This will create a free-tier LUIS authoring resource.
### Task - create a language understanding app
1. Open the LUIS portal at [luis.ai](https://luis.ai?WT.mc_id=academic-17441-jabenn) in your browser, and sign in with the same account you have been using for Azure.
1. Follow the instructions on the dialog to select your Azure subscription, then select the `smart-timer-luis-authoring` resource you have just created.
1. From the *Conversation apps* list, select the **New app** button to create a new application. Name the new app `smart-timer`, and set the *Culture* to your language.
> 💁 There is a field for a prediction resource. You can create a second resource just for prediction, but the free authoring resource allows 1,000 predictions a month which should be enough for development, so you can leave this blank.
1. Read through the guide that appears once you create the app to get an understanding of the steps you need to take to train the language understanding model. Close this guide when you are done.
## Intents and entities
Language understanding is based around *intents* and *entities*. Intents are what the intent of the words are, for example playing music, setting a timer, or ordering food. Entities are what the intent is referring to, such as the album, the length of the timer, or the type of food. Each sentence that the model interprets should have at least one intent, and optionally one or more entities.
Some examples:
| Sentence | Intent | Entities |
| --------------------------------------------------- | ---------------- | ------------------------------------------ |
| "Play the latest album by Taylor Swift" | *play music* | *the latest album by Taylor Swift* |
| "Set a 3 minute timer" | *set a timer* | *3 minutes* |
| "Cancel my timer" | *cancel a timer* | None |
| "Order 3 large pineapple pizzas and a caesar salad" | *order food* | *3 large pineapple pizzas*, *caesar salad* |
✅ With the sentences you thought about earlier, what would be the intent and any entities in that sentence?

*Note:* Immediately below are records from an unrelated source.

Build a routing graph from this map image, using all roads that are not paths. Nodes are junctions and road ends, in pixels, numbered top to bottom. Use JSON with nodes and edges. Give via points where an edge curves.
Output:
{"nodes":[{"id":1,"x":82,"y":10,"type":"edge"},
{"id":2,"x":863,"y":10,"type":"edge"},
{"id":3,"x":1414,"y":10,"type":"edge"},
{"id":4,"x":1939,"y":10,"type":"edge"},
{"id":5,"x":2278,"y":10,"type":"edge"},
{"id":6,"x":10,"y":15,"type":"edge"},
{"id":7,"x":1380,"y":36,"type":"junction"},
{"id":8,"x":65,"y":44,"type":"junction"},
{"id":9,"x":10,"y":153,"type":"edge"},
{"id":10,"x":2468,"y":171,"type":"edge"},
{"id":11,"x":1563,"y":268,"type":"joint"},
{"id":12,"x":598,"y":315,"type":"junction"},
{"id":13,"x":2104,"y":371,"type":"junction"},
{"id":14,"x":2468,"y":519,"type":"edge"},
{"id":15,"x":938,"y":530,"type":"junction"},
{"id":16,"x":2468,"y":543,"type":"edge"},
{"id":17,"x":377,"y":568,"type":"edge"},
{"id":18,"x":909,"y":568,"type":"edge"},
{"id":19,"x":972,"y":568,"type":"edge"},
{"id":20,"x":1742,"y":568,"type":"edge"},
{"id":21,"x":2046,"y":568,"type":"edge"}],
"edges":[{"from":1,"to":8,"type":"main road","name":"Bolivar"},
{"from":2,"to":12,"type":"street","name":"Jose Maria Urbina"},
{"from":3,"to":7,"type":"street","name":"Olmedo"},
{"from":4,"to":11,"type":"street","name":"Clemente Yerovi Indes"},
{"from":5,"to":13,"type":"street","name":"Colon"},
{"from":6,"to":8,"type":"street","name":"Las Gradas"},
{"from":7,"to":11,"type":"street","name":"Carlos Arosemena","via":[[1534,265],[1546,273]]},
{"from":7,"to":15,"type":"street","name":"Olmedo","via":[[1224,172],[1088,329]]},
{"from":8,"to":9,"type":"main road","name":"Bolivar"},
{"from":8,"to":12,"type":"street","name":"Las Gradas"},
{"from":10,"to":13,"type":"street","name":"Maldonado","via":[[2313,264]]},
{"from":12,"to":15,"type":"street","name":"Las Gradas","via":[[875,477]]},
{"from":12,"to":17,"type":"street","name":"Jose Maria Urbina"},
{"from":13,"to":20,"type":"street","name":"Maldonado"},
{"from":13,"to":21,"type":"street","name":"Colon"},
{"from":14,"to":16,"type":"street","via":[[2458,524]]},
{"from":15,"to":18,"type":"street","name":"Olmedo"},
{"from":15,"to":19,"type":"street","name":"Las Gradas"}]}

To train LUIS, first you set the entities. These can be a fixed list of terms, or learned from the text. For example, you could provide a fixed list of food available from your menu, with variations (or synonyms) of each word, such as *egg plant* and *aubergine* as variations of *aubergine*. LUIS also has pre-built entities that can be used, such as numbers and locations.
For setting a timer, you could have one entity using the pre-built number entities for the time, and another for the units, such as minutes and seconds. Each unit would have multiple variations to cover the singular and plural forms - such as minute and minutes.
Once the entities are defined, you create intents. These are learned by the model based on example sentences that you provide (known as utterances). For example, for a *set timer* intent, you might provide the following sentences:
* `set a 1 second timer`
* `set a timer for 1 minute and 12 seconds`
* `set a timer for 3 minutes`
* `set a 9 minute 30 second timer`
You then tell LUIS what parts of these sentences map to the entities:
![The sentence set a timer for 1 minute and 12 seconds broken into entities](../../../images/sentence-as-intent-entities.png)
The sentence `set a timer for 1 minute and 12 seconds` has the intent of `set timer`. It also has 2 entities with 2 values each:
| | time | unit |
| ---------- | ---: | ------ |
| 1 minute | 1 | minute |
| 12 seconds | 12 | second |
To train a good model, you need a range of different example sentences to cover the many different ways someone might ask for the same thing.
> 💁 As with any AI model, the more data and the more accurate the data you use to train, the better the model.
✅ Think about the different ways you might ask the same thing and expect a human to understand.
### Task - add entities to the language understanding models
For the timer, you need to add 2 entities - one for the unit of time (minutes or seconds), and one for the number of minutes or seconds.
You can find instructions for using the LUIS portal in the [Quickstart: Build your app in LUIS portal documentation on Microsoft docs](https://docs.microsoft.com/azure/cognitive-services/luis/luis-get-started-create-app?WT.mc_id=academic-17441-jabenn).
1. From the LUIS portal, select the *Entities* tab and add the *number* prebuilt entity by selecting the **Add prebuilt entity** button, then selecting *number* from the list.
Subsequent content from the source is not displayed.